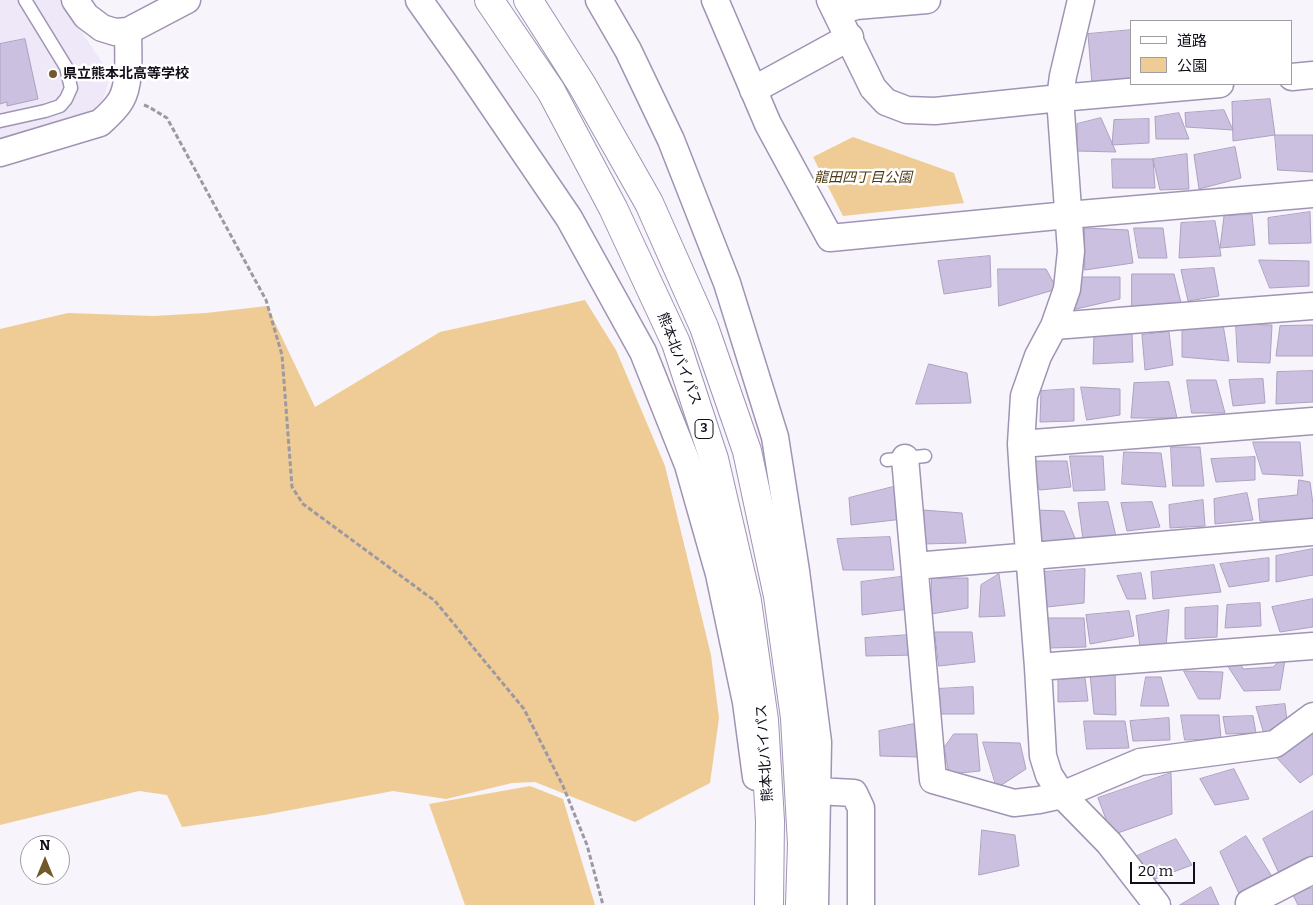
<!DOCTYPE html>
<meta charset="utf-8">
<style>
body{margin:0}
#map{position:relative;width:1313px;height:905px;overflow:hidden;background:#f7f4fb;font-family:Bitter,"Noto Sans JP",serif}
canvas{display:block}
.legend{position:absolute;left:1130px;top:20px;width:162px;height:65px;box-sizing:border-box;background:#fff;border:1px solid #a09ea3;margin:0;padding:6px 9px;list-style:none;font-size:15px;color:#120d19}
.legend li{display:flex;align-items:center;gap:10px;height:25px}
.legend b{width:25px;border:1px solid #a09ea3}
.north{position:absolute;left:20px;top:835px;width:50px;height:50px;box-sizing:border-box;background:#fff;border:1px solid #a09ea3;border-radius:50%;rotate:0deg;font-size:14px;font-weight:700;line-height:20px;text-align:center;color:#120d19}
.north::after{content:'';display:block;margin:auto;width:18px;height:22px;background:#73582a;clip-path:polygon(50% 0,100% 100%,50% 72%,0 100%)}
.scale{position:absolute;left:1130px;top:862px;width:65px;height:22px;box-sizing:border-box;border:2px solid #120d19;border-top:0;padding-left:6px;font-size:15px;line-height:18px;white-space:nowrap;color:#120d19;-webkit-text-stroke:4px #fff;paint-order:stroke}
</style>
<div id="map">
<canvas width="1313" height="905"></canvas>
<ul class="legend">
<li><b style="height:6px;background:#fff"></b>道路</li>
<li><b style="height:14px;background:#efcc95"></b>公園</li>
</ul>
<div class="north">N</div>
<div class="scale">20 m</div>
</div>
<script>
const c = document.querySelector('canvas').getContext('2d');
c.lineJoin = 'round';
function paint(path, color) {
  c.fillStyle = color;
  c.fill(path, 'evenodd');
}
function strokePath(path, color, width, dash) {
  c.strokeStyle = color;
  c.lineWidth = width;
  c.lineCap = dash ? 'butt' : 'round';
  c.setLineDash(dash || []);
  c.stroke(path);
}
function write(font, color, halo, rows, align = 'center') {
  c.font = font + ' Bitter,"Noto Sans JP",serif';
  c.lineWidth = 5;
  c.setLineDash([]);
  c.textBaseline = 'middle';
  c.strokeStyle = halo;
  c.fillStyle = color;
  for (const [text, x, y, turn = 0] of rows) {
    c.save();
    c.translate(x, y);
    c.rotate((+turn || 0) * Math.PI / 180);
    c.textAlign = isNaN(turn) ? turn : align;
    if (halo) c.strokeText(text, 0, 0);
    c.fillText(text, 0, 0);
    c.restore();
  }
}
const built = new Path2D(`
 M0,0H61L103,64L108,84L103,99L92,110L75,119L0,142Z`);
const green = new Path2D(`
 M853,137L954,173L964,203L843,216L813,157Z
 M585,300L616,350L665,466L711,655L719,718L710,783L635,822L535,782L512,783L446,799L393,791L264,815L182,827L167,795L139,791L0,825V329L68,313L153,316L206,313L267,306L315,407L440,332Z
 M530,786L563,799L595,905H465L429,804Z`);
const building = new Path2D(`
 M1132,30V81L1092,84L1088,34Z
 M25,39L38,99L7,106V102L0,104V44Z
 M1270,99L1275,135L1233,141L1232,102Z
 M1224,110L1233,130L1186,127L1185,113Z
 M1179,113L1189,139H1156L1155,117Z
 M1101,118L1116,152L1077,151V124Z
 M1149,119V143L1112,145L1114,120Z
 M1275,135H1313V172L1278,170Z
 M1235,147L1241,178L1199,189L1194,155Z
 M1187,154L1189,189L1160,190L1153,159Z
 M1112,159H1153L1155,188H1113Z
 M1310,212L1311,243L1269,244L1268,218Z
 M1252,215L1255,245L1220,248L1224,216Z
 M1215,221L1221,256L1179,258L1181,223Z
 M1085,228L1128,230L1133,263L1085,270Z
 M1134,228H1163L1167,258H1139Z
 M990,256L991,287L944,294L938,261Z
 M1259,260L1309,261V286L1270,288Z
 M1214,268L1219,296L1188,301L1181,270Z
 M998,269H1046L1057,289L999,306Z
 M1132,274H1174L1182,307L1132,312Z
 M1081,277H1120V299L1067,311Z
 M1222,318L1229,361L1182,357V331Z
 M1236,324L1272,325L1270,363L1238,362Z
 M1311,325H1313V356H1276L1280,326Z
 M1169,332L1173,365L1145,370L1142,335Z
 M1132,333L1133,362L1093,364L1094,335Z
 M929,364L967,373L971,403L916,404Z
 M1313,371V402L1276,404L1277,372Z
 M1263,379L1265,403L1233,406L1229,380Z
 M1187,380H1216L1225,413H1192Z
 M1169,382L1177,418H1131L1134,383Z
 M1081,387L1120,389V415L1087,420Z
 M1074,389V421L1040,422L1041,391Z
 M1253,442H1300L1303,476L1263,474Z
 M1171,447H1200L1204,486H1173Z
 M1124,452L1161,453L1166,487L1122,484Z
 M1070,456H1103L1105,490L1074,491Z
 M1255,457V480L1216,482L1211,459Z
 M1031,461H1067L1071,487L1040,490Z
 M1299,480L1310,482L1313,504V523L1260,521L1258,499L1297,495Z
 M897,486L903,519L851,525L849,498Z
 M1247,493L1253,520L1215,524L1214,499Z
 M1203,500L1205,526L1170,528L1169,505Z
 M1108,502L1117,541L1083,539L1078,503Z
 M1152,502L1160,527L1127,531L1121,503Z
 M923,510L962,513L966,543L921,544Z
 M1035,510L1064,511L1077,543L1040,542Z
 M890,537L894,570H843L837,539Z
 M1313,549V575L1276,582V556Z
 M1269,558V581L1229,587L1220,564Z
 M1214,565L1221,592L1153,599L1151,572Z
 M1085,569L1084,603L1047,607L1043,572Z
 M1141,573L1146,599H1127L1117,576Z
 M999,574L1005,616L979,617L981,585Z
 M908,576L909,609L862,615L861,582Z
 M932,578H968V608L931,614Z
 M1313,599V627L1280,632L1272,607Z
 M1260,603L1261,626L1225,628L1227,605Z
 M1218,606L1217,637L1185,639V608Z
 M1169,610L1166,648L1140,647L1136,616Z
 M1129,611L1134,636L1090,644L1086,615Z
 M1048,618H1084L1086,647L1050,648Z
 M935,632H972L975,662L939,666Z
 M910,635L916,655L866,656L865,638Z
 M1286,654L1280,690L1244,691L1223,659L1238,657L1243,669L1273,667Z
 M1184,671L1223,672L1220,699H1199Z
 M1115,672L1116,715L1094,714L1090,674Z
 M1146,677H1161L1169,706H1141Z
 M1085,678L1088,701L1058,702V680Z
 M973,687L974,714H936L937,689Z
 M1285,704L1287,721L1264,734L1256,707Z
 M1181,715H1219L1221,739L1185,740Z
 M1253,716L1256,733L1226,734L1223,717Z
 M1169,718L1170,740L1133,741L1130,721Z
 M1084,721H1125L1129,748L1087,749Z
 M919,723L920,757L880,756L879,731Z
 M1313,729V774L1300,783L1277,758L1308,737L1307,732Z
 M954,734H977L980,771L949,774L944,748Z
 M983,742L1020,743L1026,769L997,788Z
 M1234,769L1249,799L1215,805L1200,779Z
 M1171,773L1172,814L1112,835L1098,798Z
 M1313,811V863L1283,882L1263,839Z
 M982,830L1015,835L1019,866L979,875Z
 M1246,836L1275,881L1241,898L1220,852Z
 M1176,839L1192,865L1147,882L1128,860Z
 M1211,887L1219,905H1180Z
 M1313,888V905H1298L1292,893Z`);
const path = new Path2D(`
 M144,105L149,107L167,118L266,300L282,355L292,487L303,504L435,601L524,709L563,786L587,845L603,905`);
const service = new Path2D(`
 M0,121L45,111L60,106L66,99L71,88L66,67L25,0
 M887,460L925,456`);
const minor = new Path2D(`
 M75,0L86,16L102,28L115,32L128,31L187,0
 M419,0L465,65L569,218L643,352L688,465L719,574L746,702L756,777
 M599,0L628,50L671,140L727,283L775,437L796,571L818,742L815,905
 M715,0L768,124L830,238L1068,215L1313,194
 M830,0L873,88L886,102L907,110L935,111L1060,98L1220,84
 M1081,0L1063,76L1060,98L1071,251L1067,289L1054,326L1038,356L1024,396L1021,444L1023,476L1038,667L1043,756L1049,775L1062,795L1109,843L1157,905
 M837,12L856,6L927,0
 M1292,77L1313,75
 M753,90L850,37
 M0,153L100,123C108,116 116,109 121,100C131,83 128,51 128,31
 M1054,326L1313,306
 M1021,444L1313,421
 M905,458L933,780L1014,803L1039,800L1062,795L1140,762L1275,744L1313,716
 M915,566L1313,532
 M1038,667L1313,646
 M817,791L854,793L861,808V905
 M1250,905L1249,903L1313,870`);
const trunk = new Path2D(`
 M489,0L551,91L613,208L676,343L714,459L747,601L764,720L770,821L769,905
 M528,0L582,85L649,203L704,327L747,451L778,596L795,718L802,844L800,905`);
const markers = [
 [53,74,5,"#73582a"]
];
const shields = [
 [704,429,18]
];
const shieldNames = [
 ["3",704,429]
];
const poiNames = [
 ["県立熊本北高等学校",63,74]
];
const parkNames = [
 ["龍田四丁目公園",863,178]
];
const streetNames = [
 ["熊本北バイパス",679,359,69],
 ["熊本北バイパス",765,753,-94]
];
paint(built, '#eee8f8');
paint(green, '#efcc95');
paint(building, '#ccc0e1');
strokePath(building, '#ada1c1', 1);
strokePath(service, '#a094b4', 15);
strokePath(minor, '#a094b4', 29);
strokePath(trunk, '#a094b4', 30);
strokePath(path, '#9d99a2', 3, [5, 2.5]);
strokePath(service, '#fff', 12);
strokePath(minor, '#fff', 26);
strokePath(trunk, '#fff', 28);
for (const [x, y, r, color] of markers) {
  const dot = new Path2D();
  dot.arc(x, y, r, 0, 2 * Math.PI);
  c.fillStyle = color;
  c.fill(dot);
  strokePath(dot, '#fff', 2);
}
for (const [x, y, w] of shields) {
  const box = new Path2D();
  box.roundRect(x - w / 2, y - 9.5, w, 19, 4);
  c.fillStyle = '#fff';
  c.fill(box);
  strokePath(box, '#120d19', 1);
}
write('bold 12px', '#120d19', null, shieldNames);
write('bold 14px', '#120d19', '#fff', poiNames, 'left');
write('italic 14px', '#503b16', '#fff', parkNames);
write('14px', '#120d19', '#fff', streetNames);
</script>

------------------------------------------------------------

*WORK ORDER*: Every line above carrying the word "turn" needs to be shown.

*FINAL ANSWER*:
  for (const [text, x, y, turn = 0] of rows) {
    c.rotate((+turn || 0) * Math.PI / 180);
    c.textAlign = isNaN(turn) ? turn : align;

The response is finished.